今回は、全体のオリエンテーション的な位置づけもありながら、機関投資家であるラザード・アセットマネージメントの福田様よりご講演もいただきました。
1)人的資本研究に関する学術的研究最前線
慶應義塾大学 総合政策学部教授 保田 隆明
研究会の座長である保田先生より、人的資本経営及び研究会の全体像について、学術的な観点からご紹介しました。人的資本経営と企業のパフォーマンスについては一番気になるところですが、様々な研究からも、人的資本経営は業績や株価に良い影響を及ぼすことが分かってきているようです。

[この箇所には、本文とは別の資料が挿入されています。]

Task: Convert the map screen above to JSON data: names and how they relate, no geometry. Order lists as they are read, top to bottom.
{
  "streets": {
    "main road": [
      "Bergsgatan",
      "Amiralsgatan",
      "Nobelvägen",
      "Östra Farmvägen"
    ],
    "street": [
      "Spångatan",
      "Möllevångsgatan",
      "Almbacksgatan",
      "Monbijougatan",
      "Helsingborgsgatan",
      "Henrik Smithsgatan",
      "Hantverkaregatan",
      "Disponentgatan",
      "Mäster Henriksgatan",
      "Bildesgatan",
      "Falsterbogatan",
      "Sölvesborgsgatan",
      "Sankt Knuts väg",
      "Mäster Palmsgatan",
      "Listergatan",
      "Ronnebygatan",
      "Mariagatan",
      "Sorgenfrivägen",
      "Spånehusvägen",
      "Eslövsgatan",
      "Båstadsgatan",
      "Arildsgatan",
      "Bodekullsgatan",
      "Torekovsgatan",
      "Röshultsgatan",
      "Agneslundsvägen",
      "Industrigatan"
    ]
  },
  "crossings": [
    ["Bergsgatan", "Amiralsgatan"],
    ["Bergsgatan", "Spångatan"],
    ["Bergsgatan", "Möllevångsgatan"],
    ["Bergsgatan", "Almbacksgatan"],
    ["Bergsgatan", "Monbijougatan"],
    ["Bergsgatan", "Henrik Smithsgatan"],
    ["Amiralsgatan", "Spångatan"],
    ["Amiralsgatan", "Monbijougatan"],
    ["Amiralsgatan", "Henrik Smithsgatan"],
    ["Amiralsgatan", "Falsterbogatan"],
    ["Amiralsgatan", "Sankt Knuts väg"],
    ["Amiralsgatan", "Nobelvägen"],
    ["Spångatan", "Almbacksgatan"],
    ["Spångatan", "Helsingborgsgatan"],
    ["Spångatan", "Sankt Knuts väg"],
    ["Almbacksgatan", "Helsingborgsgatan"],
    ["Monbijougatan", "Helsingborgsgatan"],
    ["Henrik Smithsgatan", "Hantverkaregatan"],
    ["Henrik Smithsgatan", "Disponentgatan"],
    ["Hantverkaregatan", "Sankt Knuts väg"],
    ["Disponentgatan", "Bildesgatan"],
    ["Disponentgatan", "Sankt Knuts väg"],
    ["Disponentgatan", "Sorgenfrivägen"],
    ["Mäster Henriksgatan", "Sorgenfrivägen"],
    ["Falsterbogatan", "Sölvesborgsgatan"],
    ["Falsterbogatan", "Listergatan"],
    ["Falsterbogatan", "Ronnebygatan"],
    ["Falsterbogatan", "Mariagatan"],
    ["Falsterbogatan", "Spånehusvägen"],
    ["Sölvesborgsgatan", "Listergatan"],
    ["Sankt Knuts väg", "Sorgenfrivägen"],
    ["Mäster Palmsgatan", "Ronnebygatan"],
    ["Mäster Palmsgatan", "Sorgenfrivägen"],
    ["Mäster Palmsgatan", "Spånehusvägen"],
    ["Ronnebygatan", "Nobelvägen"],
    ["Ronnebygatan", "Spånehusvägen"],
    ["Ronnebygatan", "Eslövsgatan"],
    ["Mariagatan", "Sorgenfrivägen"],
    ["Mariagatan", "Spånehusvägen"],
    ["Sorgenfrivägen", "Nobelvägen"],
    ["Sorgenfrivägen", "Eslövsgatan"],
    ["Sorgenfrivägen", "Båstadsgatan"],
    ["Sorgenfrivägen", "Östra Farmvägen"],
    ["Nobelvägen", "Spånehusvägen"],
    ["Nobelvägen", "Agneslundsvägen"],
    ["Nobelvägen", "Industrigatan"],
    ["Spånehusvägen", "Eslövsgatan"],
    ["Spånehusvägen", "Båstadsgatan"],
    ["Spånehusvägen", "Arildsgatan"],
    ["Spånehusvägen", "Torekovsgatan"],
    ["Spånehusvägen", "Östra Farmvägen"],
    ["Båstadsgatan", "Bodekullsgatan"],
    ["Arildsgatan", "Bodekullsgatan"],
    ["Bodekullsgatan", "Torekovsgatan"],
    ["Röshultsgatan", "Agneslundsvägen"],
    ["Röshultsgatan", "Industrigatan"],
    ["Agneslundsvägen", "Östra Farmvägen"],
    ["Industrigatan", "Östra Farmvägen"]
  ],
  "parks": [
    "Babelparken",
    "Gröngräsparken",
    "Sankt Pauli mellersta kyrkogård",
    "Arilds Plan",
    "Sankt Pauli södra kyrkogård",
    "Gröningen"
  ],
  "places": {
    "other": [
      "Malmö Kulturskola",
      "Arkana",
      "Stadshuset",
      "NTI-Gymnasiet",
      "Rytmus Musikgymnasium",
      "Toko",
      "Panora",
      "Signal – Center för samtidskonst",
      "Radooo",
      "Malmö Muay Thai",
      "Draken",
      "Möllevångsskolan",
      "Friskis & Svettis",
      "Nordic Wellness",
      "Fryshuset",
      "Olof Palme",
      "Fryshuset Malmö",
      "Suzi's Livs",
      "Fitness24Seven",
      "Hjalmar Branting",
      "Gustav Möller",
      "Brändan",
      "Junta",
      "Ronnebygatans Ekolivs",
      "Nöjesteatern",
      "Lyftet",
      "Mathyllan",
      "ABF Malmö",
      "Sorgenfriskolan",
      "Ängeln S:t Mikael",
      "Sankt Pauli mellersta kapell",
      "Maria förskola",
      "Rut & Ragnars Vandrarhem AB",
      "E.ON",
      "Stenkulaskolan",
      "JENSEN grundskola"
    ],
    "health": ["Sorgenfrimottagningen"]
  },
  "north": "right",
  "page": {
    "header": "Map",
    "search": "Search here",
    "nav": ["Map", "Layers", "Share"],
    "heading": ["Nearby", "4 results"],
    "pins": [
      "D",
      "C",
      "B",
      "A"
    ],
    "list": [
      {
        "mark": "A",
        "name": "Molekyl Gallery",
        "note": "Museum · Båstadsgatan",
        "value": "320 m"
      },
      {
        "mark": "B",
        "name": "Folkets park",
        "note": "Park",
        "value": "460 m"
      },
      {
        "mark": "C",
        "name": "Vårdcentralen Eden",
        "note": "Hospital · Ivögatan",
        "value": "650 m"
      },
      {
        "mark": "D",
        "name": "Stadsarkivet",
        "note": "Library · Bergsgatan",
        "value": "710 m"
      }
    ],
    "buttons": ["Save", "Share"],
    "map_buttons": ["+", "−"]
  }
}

また、人的資本経営を「開始」、「実施」、「管理改善」の3つのフェーズに分けてみた場合にキーワードとなる「パーパスの設定」、「多様性」、「リスキリング」、「エンゲージメントの向上」等について、幅広く今後の研究会のテーマとして取り扱ってまいります。
2)日本の人的資本経営がいま問われていること
パーソル総合研究所 上席主任研究員 佐々木 聡様
研究会の共同座長である佐々木様より、人的資本経営の現在地として、最新のトレンドをご紹介いただきました。2024年は中小企業まで人的資本経営が広がっていき、実践スタートの年になりそうです。
そんな中、やはり一番重要なのは、2023年から引き続き、「経営戦略と人財戦略の連動」です。パーソル研究所の調査において、「経営戦略と人財戦略の連動ができていない」と回答した企業が4割だそうですが、佐々木様の実感値では6~7割はできていないのではないかとのことでした。非常に重要ではあるものの、対応に苦慮している企業が多いのが現実ですので、今後の研究会で深掘りしていきたいテーマです。
3)評価される統合報告書-2023年度版を読み解く
ラザード・アセットマネージメント シニアヴァイスプレジデント・ポートフォリオ マネージャー/アナリスト 福田 智美様
福田様からは、統合報告書に関して企業からよく受ける質問とその回答について、機関投資家の立場からお話ししていただきました。「なぜ統合報告書が必要なのか?」、「本当に投資家は統合報告書を読んでいるのか?」、「どこまでの開示が必要なのか?」等々、企業が本当に知りたいと思っていることについて、教えていただきました。開示範囲の最新のトレンドに関するお話しは、特に参加企業様にとって参考になったのではないでしょうか。
また、どういった統合報告書が評価されるのか、日経統合報告書アワードの審査員を務めていらっしゃる福田様ならではの興味深いお話しもお聞きすることができました。
福田様からのご講演のあとは、「人的資本開示における悩み事はありますか?」という問いについて、グループでディスカッションしていただきました。第1回目の研究会ということで自己紹介などもしながら、自社の状況について意見交換していただく有意義な時間となりました。
4)参加企業各社の現在地の発表
参加企業14社
研究会に参加していただいた14社全員に、「参加の動機」や「研究会で学びたいこと」、「自社の人的資本経営の取組み状況」について、発表していただきました。人的資本経営の取組み歴や、取組み内容は様々ですが、みなさま高い志を持って集まっていただいていることが分かりました。これからたくさんの学びを得ていただき、参加企業様同士の横のつながりを作っていただければと思います。
5)アカデミア陣の紹介
本研究会にご参画いただくアカデミア陣より、自己紹介及び研究内容の紹介をしていただきました。先生がたには、今後の研究会でそれぞれの研究について詳しくお話ししていただく予定です。
次回、第2回は6月18日(火)に開催予定です。メインコンテンツは、Unipos株式会社の田中社長によるご講演「日米徹底比較、人的資本経営」と人的資本経営ワークショップです。また、パーソル総合研究所・パーソルホールディングスより、人的資本経営の開示に関するお話しもしていただく予定です。お楽しみに!